In this type of matrimony the family included husband, wife, son, and daughter (šôy, zan, pus, duxt î stûr). On the authority of the Avesta, then extant (Mâdayân, pt. 1, p. 43), the free half of a slave (for partial slavery, see barda and or an authorized wife not already serving as stûr was eligible for stûrîh; the authorized wife had first to be granted freedom over her own person and made her own guardian by her husband (Mâdayân, pt. 1, p. 3). A widow undertaking stûrîh for her deceased husband was called ch (q.v). There were jurists who held that the procedure should, however, be supervised by eminent religious dignitaries (ka dastwarân abarmad kard; Mâdayân, pt. 1, p. 49). In contrast to authorized marriage, in this type the couple was not bound by ties or obligations other than cohabitation, guardianship of the husband over the wife, and obedience (tarsâgâhîh "reverence") of the wife to the husband. It should be stressed, however, that stûrîh did not resemble Roman matrimonium sine manu, in which the wife was free in her sexual relations (pace Perikhanian, 1970, p. 355).
A stûrîh was also to be instituted for any deceased free Iranian Zoroastrian who had left no authorized wife, male issue (frazand), adopted son (pus î padîgriftag), or associate brother (brâd î hambây) and had left a minimum profitable (barômand) estate of 60 stêrs (Dâdestân î dênîg, ed. Christensen, chap. 55; see below). In the Sasanian caste system stûr and deceased were to be of similar social class, wealth, and standing. According to the "Letter of Tansar" (p. 1630), the proxies of princes were to be princes (Mâdayân, pt. 2, p. 14; Shaki, 1987, p. 192). As the purpose of stûrîh was to beget at least one son, providing the deceased with a successor, premature dissolution was a grave sin (tanâpuhl; Pahlavi Rivayat, ed. Dhabhar, pp. 122-23). Once a son had been begotten, the stûrîh marriage, though not the guardianship over the woman, could be terminated (Mâdayân, pt. 1, p. 48) without divorce (q.v.), as the stûr couple was by definition divorced (pad xwad êstišnîh abêzâr; Riv@âyat î Êmêd, chap. 21; Shaki, 1983, p. 47). An exception was made when a limited term was stipulated for stûrîh (Mâdayân, pt. 1, p. 46; pt. 2, p. 17). Stûrîh was not limited to a single person, the widow, sister, daughter, or brother of the deceased; rather, both parties to the marriage or even several couples could take part in stûrîh for a single deceased person (Mâdayân, pt. 1, pp. 50, 105). In contrast to Parsi practice, not only the first son but all children born to a proxy marriage belonged to the deceased (Persian Rivayats, tr. Dhabhar, II, p. 428); when the first son came of age he succeeded to the guardianship of the family (Rivâyat î Êmêd, chap. 43; Shaki, 1988, p. 98).

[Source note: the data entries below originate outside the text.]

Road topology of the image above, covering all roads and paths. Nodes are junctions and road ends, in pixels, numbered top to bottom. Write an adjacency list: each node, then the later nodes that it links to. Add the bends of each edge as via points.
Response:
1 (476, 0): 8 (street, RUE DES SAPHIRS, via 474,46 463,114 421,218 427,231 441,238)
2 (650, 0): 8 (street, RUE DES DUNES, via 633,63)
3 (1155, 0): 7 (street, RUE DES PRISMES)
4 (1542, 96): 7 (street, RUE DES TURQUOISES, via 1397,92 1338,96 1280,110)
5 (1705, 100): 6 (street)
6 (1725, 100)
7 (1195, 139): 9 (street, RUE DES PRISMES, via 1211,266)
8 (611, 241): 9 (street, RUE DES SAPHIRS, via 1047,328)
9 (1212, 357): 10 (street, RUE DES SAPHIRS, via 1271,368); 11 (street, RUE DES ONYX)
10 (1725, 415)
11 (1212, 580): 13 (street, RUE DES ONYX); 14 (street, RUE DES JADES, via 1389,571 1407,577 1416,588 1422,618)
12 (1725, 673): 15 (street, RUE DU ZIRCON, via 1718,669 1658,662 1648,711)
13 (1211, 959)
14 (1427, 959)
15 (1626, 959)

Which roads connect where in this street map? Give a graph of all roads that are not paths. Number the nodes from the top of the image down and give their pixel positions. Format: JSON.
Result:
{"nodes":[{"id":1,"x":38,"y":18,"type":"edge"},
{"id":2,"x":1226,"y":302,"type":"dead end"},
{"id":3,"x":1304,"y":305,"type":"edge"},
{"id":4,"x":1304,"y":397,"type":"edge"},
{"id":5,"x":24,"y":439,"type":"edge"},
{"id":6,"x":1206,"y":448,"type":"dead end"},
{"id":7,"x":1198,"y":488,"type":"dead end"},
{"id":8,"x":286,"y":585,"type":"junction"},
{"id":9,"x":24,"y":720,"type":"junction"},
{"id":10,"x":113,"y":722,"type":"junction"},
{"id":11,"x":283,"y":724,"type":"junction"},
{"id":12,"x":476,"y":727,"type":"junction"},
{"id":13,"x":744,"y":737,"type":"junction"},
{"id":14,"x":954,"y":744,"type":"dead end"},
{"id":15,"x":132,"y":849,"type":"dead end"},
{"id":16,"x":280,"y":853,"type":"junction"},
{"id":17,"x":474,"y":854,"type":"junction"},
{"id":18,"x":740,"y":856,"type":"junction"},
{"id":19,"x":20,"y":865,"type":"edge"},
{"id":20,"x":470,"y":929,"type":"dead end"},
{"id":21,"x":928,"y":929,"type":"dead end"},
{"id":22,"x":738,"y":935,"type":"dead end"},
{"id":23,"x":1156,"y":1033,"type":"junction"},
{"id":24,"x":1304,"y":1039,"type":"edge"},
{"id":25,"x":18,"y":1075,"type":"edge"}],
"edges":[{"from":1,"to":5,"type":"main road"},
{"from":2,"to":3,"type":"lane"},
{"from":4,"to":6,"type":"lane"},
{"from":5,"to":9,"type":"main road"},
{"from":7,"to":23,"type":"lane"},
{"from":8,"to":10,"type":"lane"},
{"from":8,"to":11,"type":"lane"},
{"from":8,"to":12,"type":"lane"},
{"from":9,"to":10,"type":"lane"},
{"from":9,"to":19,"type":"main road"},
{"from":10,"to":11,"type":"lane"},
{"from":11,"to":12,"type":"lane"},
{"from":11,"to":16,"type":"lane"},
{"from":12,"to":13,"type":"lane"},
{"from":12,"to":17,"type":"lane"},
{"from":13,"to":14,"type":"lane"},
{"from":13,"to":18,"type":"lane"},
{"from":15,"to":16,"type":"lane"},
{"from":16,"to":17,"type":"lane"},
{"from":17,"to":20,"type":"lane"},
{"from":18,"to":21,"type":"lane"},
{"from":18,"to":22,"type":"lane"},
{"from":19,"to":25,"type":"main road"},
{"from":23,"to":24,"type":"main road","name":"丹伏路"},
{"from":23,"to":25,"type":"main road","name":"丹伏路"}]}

In the Mâdayân (pt. 1, p. 97) it is briefly stated that the stûr must be innocent of margarzânîh (lit., "death deserving" sin; tanâpuhl). The 9th-century sources are more informative. According to Dâdestân î dênîg (ed. Christensen, p. 202), a stûr could be any adult (purnây) Zoroastrian (weh-dên) who was sane (ôšyâr), virile or fruitful (frazand-êmêdag), an Iranian subject (šâhânšâh-bandag), and free of margarzân sin. A slave woman (bandag paristâr), eunuch (šâbistân), prostitute (zan î rôspîg), non-Iranian (an@er), infidel (ag-den), or a margarz@an person was not fit for stûrîh. A minor boy or girl might be nominated to undertake stûrîh on coming of age (Mâdayân, pt. 1, p. 87). The jurists disagreed on the eligibility of a man to contract more than one stûrîh (Mâdayân, pt. 1, p. 43), but in the late Persian Rivayats (tr. Dhabhar, II, p. 46) it is prescribed that a man may undertake as many as forty stûrîhs, a serious modification of the law prompted, it seems, by the dwindling number of Zoroastrians in the Islamic period.

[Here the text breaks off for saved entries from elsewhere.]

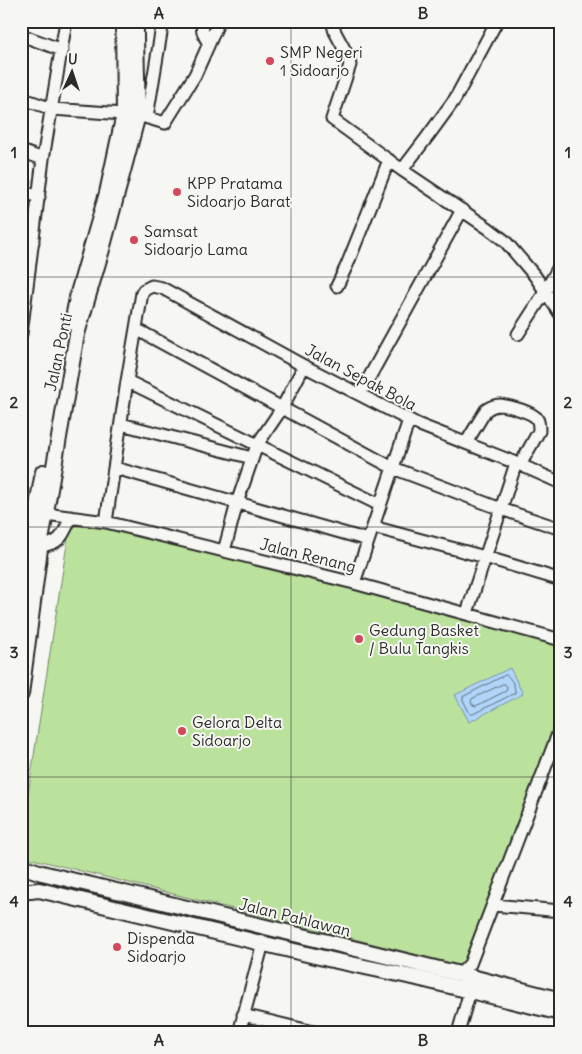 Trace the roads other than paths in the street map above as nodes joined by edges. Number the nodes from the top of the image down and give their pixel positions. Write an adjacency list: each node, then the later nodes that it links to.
1 (66, 21): 11 (street)
2 (123, 21): 14 (main road, Jalan Ponti)
3 (136, 21): 14 (main road, Jalan Ponti)
4 (163, 21): 14 (street)
5 (203, 21): 10 (street)
6 (219, 21): 10 (street)
7 (332, 21): 17 (street)
8 (498, 21): 18 (street)
9 (21, 35): 11 (street)
10 (209, 43): 14 (street)
11 (62, 50): 13 (street)
12 (21, 98): 13 (street)
13 (52, 109): 14 (street); 16 (street)
14 (136, 115): 48 (main road, Jalan Ponti); 53 (main road, Jalan Ponti)
15 (21, 151): 16 (street)
16 (43, 159): 20 (street)
17 (389, 160): 18 (street); 25 (street)
18 (402, 170): 21 (street)
19 (21, 191): 20 (street)
20 (39, 197): 23 (street)
21 (462, 210): 27 (street); 34 (street)
22 (21, 238): 23 (street)
23 (33, 242): 26 (street)
24 (561, 263): 27 (street)
25 (337, 286)
26 (24, 288): 30 (street)
27 (545, 292): 28 (street); 31 (street)
28 (561, 315)
29 (136, 328): 32 (street, Jalan Sepak Bola); 33 (street); 35 (street)
30 (21, 333)
31 (518, 334)
32 (304, 366): 34 (street, Jalan Sepak Bola); 35 (street)
33 (127, 381): 37 (street); 39 (street)
34 (360, 394): 36 (street, Jalan Sepak Bola)
35 (282, 408): 39 (street); 43 (street)
36 (409, 420): 38 (street, Jalan Sepak Bola); 43 (street)
37 (121, 424): 40 (street); 42 (street)
38 (466, 444): 41 (street, Jalan Sepak Bola); 41 (street)
39 (257, 445): 40 (street); 46 (street)
40 (252, 458): 45 (street)
41 (518, 464): 44 (street, Jalan Sepak Bola); 47 (street)
42 (115, 468): 45 (street); 50 (street)
43 (393, 468): 46 (street); 47 (street)
44 (561, 483)
45 (237, 503): 54 (street); 56 (street)
46 (380, 505): 51 (street)
47 (501, 509): 52 (street); 57 (street)
48 (46, 514): 49 (street, Jalan Renang); 55 (main road, Jalan Ponti)
49 (71, 517): 50 (street, Jalan Renang); 55 (street)
50 (106, 522): 56 (street, Jalan Renang)
51 (373, 527): 54 (street); 57 (street)
52 (561, 529)
53 (26, 531): 60 (main road, Jalan Ponti)
54 (368, 540): 59 (street)
55 (40, 546): 60 (main road, Jalan Ponti)
56 (224, 551): 59 (street, Jalan Renang)
57 (485, 557): 58 (street); 61 (street)
58 (561, 580)
59 (354, 582): 61 (street, Jalan Renang)
60 (26, 586): 63 (main road, Jalan Ponti)
61 (467, 613): 62 (street, Jalan Renang)
62 (561, 640)
63 (21, 694)
64 (561, 726): 67 (street)
65 (21, 866): 71 (main road, Jalan Pahlawan)
66 (21, 892): 69 (main road, Jalan Pahlawan)
67 (493, 905): 68 (street); 70 (street)
68 (561, 911)
69 (262, 943): 72 (main road, Jalan Pahlawan); 75 (street)
70 (470, 964): 71 (street); 72 (street)
71 (460, 974): 72 (main road, Jalan Pahlawan)
72 (471, 990): 73 (main road, Jalan Pahlawan); 74 (main road, Jalan Pahlawan); 78 (street)
73 (561, 1000)
74 (561, 1013)
75 (243, 1015): 76 (street); 77 (street)
76 (239, 1033)
77 (318, 1033)
78 (458, 1033)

The stûrîh was financed from the estate of the deceased for whom it was established. The proprietary right of the stûr depended on his or her legal status. An authorized widow who undertook the obligatory stûrîh of her deceased husband inherited as a son, that is, twice a daughter's share, in absolute ownership (xwêšîh). The same rule applied to a daughter who assumed the stûrîh for her father at her own request (Mâdayân, pt. 1, p. 62; Dâdestân î dênîg, ed. Christensen, chap. 53; Rivâyat î Êmêd, chap. 23). A childless widow, a single daughter, or a single sister who assumed the stûrîh of the master of the household inherited the entire patrimony (Rivâyat î Êmêd, chaps. 2, 3). Property settled on the designated stûr was treated as an inheritance (stûr î kardag pad ân xwâstag abar mânêd; Mâdayân, pt. 1, p. 87; see below).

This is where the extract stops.